## GOAL OF THE EXERCISE
Copy each line of the data beneath in which the word "roads" appears.

*****

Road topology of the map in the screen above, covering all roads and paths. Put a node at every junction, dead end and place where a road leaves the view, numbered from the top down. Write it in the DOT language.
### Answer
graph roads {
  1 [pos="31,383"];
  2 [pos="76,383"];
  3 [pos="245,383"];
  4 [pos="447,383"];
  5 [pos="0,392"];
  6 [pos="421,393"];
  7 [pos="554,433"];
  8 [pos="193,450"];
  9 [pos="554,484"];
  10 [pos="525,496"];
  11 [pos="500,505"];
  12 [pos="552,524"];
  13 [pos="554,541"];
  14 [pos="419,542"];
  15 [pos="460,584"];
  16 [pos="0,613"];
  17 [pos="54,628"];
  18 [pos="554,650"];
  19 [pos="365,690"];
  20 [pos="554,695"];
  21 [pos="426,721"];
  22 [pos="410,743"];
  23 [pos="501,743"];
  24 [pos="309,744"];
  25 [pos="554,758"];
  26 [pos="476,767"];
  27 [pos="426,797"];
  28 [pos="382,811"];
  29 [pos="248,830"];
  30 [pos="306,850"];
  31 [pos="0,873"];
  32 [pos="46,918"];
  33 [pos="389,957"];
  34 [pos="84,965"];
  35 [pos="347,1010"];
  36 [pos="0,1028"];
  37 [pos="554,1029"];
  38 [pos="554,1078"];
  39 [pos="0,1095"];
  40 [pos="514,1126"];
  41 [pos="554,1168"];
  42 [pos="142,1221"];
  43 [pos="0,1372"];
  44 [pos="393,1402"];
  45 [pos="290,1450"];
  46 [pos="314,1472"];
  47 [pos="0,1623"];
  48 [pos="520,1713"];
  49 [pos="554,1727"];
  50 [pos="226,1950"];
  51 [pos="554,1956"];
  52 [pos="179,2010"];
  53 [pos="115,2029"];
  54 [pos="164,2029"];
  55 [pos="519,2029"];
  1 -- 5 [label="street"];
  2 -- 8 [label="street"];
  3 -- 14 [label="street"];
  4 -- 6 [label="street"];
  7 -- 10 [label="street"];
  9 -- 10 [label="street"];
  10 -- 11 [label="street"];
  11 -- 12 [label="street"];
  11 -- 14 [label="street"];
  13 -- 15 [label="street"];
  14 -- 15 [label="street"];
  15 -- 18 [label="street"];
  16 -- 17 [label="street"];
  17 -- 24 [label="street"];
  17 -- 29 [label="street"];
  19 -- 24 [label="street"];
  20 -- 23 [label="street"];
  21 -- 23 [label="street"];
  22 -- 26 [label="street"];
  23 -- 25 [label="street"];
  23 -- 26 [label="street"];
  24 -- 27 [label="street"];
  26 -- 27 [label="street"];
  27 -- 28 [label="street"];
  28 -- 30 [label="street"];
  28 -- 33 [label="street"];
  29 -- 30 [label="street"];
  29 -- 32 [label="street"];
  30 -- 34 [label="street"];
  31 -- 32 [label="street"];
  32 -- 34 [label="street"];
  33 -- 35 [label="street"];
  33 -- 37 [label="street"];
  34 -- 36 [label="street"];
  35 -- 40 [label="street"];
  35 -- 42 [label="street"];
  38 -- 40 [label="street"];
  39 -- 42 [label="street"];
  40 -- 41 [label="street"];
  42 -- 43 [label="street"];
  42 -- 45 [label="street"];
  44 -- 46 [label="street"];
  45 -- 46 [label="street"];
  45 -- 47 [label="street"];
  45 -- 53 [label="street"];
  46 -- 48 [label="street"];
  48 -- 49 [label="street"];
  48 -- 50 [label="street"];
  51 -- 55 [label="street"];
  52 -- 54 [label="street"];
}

*****

## REPLY TO THE EXERCISE
Road topology of the map in the screen above, covering all roads and paths. Put a node at every junction, dead end and place where a road leaves the view, numbered from the top down. Write it in the DOT language.
graph roads {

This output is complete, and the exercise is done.